If a line in the data holds "roads", copy that line out in full.

** Records for the task **
■ ■ ■

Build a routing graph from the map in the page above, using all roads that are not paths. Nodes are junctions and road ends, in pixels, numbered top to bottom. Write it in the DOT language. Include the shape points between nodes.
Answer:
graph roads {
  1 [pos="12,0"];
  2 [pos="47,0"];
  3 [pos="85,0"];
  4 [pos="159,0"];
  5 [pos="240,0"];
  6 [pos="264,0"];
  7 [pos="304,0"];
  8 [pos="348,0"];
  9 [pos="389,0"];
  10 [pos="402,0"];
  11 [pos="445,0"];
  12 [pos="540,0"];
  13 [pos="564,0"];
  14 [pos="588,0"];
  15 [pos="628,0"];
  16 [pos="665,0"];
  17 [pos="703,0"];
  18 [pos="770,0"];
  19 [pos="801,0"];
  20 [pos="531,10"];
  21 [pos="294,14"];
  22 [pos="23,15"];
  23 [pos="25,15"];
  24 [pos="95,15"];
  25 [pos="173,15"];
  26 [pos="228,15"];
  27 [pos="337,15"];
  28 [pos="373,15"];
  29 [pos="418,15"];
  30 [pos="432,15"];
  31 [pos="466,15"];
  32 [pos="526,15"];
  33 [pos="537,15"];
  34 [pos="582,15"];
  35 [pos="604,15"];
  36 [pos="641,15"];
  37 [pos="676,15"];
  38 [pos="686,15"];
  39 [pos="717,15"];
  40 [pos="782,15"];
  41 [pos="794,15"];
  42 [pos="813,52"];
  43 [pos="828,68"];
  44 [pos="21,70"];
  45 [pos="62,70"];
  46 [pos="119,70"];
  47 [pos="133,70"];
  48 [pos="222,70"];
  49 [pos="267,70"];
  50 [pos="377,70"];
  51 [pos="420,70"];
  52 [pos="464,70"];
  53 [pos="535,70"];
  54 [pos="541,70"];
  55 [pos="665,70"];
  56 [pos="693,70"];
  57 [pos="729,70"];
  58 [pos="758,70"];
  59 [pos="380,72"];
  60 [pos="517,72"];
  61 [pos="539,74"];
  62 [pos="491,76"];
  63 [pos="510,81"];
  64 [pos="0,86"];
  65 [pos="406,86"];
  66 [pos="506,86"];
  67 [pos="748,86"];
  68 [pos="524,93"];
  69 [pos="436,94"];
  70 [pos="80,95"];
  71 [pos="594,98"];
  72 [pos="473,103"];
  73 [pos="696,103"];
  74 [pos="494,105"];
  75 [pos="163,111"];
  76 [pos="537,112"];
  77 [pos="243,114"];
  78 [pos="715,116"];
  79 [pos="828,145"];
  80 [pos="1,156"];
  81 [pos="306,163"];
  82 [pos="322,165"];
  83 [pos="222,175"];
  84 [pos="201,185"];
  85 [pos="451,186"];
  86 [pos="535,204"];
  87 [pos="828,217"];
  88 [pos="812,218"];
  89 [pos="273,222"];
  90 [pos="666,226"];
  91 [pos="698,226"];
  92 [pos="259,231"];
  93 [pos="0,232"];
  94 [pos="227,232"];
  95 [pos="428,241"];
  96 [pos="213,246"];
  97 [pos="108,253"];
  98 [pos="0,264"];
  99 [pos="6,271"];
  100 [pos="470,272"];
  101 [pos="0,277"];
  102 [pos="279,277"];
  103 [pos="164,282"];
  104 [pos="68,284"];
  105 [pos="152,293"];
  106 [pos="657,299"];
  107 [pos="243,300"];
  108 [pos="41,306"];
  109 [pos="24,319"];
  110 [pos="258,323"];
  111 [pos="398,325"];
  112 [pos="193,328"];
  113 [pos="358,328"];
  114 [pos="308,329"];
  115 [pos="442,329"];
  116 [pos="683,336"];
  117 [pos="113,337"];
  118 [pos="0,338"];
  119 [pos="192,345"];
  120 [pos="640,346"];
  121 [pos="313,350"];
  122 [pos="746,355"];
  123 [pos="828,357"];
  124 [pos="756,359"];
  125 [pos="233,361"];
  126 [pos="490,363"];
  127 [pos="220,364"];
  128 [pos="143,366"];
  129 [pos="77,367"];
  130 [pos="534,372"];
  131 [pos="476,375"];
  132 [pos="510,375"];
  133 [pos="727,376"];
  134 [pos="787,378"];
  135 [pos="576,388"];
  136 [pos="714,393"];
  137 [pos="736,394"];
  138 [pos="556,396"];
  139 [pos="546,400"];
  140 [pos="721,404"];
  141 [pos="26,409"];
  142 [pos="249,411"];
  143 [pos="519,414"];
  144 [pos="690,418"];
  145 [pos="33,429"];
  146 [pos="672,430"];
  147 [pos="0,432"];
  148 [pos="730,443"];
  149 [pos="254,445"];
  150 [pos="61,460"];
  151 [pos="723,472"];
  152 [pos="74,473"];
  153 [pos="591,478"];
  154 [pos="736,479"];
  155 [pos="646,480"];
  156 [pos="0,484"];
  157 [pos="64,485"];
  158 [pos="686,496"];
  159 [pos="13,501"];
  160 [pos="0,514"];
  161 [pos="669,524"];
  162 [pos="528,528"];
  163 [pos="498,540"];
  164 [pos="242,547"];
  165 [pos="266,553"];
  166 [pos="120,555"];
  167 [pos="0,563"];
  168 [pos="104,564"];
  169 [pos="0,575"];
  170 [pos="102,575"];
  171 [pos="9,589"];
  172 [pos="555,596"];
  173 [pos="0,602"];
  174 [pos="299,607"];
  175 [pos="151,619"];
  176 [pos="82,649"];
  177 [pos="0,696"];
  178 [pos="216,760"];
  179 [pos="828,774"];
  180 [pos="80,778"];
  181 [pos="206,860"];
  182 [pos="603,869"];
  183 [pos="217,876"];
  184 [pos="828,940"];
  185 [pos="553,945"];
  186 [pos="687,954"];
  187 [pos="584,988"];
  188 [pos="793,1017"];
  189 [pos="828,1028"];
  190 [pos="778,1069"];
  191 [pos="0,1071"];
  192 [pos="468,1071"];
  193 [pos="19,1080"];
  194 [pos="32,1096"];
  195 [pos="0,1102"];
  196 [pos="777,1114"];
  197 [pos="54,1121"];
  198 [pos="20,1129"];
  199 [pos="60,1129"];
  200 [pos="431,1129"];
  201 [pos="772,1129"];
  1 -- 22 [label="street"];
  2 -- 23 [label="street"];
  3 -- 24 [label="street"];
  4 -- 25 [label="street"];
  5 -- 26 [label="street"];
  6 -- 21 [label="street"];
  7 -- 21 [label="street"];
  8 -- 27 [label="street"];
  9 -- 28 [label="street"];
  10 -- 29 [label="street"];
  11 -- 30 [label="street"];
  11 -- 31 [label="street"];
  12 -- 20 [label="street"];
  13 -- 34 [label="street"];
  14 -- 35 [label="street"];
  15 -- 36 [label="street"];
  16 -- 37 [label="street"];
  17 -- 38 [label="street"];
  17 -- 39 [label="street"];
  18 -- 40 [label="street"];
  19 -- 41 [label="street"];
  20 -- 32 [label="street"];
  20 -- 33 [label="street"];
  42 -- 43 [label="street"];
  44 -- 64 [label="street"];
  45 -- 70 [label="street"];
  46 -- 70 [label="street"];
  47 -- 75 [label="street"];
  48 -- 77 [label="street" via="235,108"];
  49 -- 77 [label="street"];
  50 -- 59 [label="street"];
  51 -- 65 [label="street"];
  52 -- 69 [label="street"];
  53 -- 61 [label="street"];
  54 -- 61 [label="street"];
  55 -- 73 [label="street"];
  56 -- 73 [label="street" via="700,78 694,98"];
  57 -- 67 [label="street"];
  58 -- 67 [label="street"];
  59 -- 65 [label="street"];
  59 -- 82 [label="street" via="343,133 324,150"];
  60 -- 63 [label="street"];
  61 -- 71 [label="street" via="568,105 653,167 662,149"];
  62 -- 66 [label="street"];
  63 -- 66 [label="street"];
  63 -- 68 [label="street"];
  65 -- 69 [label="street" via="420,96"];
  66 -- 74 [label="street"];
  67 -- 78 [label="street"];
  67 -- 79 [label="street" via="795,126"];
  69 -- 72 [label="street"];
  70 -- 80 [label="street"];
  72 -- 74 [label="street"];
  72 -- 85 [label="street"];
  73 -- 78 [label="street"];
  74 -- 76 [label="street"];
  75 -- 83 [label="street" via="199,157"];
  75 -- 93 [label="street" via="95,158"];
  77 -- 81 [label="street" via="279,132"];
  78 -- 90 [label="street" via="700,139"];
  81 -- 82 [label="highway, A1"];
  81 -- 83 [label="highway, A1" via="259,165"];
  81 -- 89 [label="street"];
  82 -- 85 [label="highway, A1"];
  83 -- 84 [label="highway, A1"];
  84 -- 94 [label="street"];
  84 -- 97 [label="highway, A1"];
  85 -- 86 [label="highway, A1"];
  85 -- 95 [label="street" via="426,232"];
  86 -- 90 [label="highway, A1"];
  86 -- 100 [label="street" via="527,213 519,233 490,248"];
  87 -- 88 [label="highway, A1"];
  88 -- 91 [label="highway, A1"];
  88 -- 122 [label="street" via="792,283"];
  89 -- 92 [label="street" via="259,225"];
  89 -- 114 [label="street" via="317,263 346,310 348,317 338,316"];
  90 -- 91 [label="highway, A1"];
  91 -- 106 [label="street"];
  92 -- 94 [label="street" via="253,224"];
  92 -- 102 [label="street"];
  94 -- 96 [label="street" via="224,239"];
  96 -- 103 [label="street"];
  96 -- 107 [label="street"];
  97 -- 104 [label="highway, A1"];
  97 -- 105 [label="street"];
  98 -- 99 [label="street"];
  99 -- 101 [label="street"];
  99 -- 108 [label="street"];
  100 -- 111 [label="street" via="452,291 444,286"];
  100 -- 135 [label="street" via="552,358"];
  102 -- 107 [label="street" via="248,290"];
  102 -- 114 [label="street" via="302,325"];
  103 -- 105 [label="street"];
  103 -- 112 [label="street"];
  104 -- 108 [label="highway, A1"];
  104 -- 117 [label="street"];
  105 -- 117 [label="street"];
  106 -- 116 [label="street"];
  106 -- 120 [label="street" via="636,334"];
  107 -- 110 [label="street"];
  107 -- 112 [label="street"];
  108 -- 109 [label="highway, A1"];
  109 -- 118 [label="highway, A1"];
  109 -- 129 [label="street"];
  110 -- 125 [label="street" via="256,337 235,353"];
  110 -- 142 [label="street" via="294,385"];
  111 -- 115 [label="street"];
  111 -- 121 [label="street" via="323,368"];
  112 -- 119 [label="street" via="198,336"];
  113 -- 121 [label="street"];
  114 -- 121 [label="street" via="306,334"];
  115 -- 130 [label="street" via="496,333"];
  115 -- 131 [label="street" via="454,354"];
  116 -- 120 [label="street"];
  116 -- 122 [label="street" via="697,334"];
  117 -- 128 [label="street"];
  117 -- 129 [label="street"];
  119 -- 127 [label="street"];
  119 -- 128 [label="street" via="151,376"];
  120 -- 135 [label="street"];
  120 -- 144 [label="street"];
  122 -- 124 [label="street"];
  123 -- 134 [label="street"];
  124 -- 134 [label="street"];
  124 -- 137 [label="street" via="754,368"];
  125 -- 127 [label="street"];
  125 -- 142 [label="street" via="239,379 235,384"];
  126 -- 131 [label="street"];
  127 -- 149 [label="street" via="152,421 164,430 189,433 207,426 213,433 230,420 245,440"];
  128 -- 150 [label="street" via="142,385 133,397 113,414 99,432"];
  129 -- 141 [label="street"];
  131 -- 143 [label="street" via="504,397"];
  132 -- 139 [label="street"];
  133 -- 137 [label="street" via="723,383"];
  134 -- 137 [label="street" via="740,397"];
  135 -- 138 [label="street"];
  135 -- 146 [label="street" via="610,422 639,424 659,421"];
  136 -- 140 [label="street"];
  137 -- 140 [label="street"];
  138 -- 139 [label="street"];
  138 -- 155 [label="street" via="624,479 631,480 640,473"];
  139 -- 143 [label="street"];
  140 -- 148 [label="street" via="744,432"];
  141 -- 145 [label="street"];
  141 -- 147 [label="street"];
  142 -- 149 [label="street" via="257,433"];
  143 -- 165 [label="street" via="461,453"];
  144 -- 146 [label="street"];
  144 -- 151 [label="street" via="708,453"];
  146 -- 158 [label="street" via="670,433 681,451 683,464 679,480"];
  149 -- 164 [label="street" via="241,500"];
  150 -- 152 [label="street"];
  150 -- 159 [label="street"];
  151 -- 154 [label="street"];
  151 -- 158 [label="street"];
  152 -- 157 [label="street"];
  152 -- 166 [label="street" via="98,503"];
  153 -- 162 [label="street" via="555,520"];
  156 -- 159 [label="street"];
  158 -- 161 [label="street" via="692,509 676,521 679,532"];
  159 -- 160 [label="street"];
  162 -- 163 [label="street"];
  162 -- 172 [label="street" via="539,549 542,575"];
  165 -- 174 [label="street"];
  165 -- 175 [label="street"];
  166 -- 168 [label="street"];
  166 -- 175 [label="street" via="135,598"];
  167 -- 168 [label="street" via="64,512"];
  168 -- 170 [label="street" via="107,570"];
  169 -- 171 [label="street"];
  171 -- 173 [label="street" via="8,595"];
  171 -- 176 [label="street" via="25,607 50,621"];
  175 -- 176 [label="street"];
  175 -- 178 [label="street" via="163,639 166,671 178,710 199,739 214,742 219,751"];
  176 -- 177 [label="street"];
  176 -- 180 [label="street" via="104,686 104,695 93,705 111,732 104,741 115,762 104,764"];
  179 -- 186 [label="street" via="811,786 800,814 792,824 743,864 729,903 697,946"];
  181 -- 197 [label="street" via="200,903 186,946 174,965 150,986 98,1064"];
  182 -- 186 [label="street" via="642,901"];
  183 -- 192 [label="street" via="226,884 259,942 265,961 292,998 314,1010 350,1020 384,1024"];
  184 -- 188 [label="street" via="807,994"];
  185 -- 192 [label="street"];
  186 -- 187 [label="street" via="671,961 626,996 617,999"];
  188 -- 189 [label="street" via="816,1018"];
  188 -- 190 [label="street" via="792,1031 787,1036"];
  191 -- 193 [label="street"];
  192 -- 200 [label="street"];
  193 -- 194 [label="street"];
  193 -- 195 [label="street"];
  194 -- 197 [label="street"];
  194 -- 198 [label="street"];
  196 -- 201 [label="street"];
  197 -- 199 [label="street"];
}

■ ■ ■

** Result of the exercise **
Build a routing graph from the map in the page above, using all roads that are not paths. Nodes are junctions and road ends, in pixels, numbered top to bottom. Write it in the DOT language. Include the shape points between nodes.
graph roads {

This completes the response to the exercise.